Kennebunkport selectmen are looking at having repairs made to the floor of the bait shed at the Cape Porpoise Pier, which town officials say appears to be sinking. Tammy Wells Photo

KENNEBUNKPORT – Even as selectmen are awaiting final designs and are applying for grants  for major renovations at the Cape Porpoise Pier, the town is looking at making repairs to a portion of the facility.

Public Works Director Mike Claus on Oct, 8 told selectmen that the slab that supports the floor of the bait shed closest to the parking lot, looked like it had dropped 1  to 2 inches following a recent high tide that saw water come inside.

“It is  not that surprising at high tides that water would get in there,” said Claus. “The building is supported on beams that seem to be on good concrete toward the parking lot side, but the slab is sitting on whatever material that was put there when it was built, and the tide has begun to wash that out.”

He said he, Harbor Master Chris Mayo and a consulting engineer drilled some holes in the 6- to 8-inch slab, and found significant voids underneath.

Claus  said the floor is not in danger of immediate collapse – there is not a lot of weight on the floor, but the department is looking at shoring it up, either by stabilizing it with grout or putting flowable fill underneath the slab.

“It should be fixed,” said Claus in a telephone interview Friday. He said the portion of the shed is used by lobster fishermen to store bait. If the floor sinks further, it could cause a usability problem, he said.

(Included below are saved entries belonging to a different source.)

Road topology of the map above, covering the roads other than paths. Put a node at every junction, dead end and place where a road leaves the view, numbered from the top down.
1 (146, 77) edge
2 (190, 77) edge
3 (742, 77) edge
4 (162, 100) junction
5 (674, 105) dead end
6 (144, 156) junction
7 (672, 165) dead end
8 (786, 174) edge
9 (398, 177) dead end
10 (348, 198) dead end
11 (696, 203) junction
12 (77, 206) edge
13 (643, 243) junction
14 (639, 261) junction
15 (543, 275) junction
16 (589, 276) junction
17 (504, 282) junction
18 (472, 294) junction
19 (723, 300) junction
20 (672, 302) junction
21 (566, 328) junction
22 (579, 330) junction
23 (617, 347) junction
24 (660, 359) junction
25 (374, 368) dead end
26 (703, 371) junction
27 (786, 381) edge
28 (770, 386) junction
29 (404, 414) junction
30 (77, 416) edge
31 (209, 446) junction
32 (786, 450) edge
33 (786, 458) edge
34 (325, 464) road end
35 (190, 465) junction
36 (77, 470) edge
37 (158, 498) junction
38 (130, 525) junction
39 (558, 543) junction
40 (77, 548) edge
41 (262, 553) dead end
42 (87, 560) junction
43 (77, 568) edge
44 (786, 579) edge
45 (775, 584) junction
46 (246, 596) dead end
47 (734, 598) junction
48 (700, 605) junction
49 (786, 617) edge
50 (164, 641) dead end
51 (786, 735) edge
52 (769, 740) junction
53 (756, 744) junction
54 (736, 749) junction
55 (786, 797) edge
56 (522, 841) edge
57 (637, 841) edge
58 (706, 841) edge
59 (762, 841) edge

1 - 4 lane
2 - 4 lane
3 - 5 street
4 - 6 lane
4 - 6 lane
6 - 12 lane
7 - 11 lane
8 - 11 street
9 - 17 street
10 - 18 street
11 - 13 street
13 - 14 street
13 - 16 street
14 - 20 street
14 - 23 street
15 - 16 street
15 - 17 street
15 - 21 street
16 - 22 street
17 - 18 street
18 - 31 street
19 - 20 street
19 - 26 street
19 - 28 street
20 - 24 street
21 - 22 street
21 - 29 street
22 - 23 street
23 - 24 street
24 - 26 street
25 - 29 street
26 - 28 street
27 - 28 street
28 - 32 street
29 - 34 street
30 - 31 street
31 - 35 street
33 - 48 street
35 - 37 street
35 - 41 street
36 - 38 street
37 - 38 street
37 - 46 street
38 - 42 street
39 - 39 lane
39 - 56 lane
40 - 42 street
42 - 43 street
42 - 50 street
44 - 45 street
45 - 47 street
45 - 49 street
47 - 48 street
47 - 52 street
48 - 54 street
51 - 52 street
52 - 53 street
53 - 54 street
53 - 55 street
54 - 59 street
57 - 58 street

He said an estimate to remediate the problem is $8,000 to $12,000 for the solution that involves putting in grout under the slab. A second solution would be to cut holes in the floor and put in flowable fill under the slab, but that possibility needs further exploration, Claus told selectmen. He said if the work were done at low tide, fabric could be laid out underneath to catch any excess.

Money for the fix is likely to come from the town’s Cape Porpoise Pier reserve fund, once a solution is decided.

The Cape Porpoise Pier is scheduled for a major renovation, designed to be conducted in phases so it remains available to commercial fishermen. If funding is forthcoming, the town aims to begin construction in November 2021, said Claus, who added that Kennebunkport is applying for major grant funding through the U.S. Economic Development Administration.

Town Manager Laurie Smith told selectmen that the town is continuing to look at funding sources with the state and federal governments, but in the meantime, the town is “continuing to make repairs at the pier as best we can.”

The pier is owned by the town, which estimates the commercial fishery accounts for $9 million to $11 million in economic benefit to the area.

The proposed pier renovation includes installation of new pilings in the area under the existing harbormaster’s office, construction of a new bait shed and harbormaster’s office, upgraded water and sewer utilities, burial of electrical wiring, a separation of fuel for commercial and recreational watercraft, a designated area for recreational boats, and more.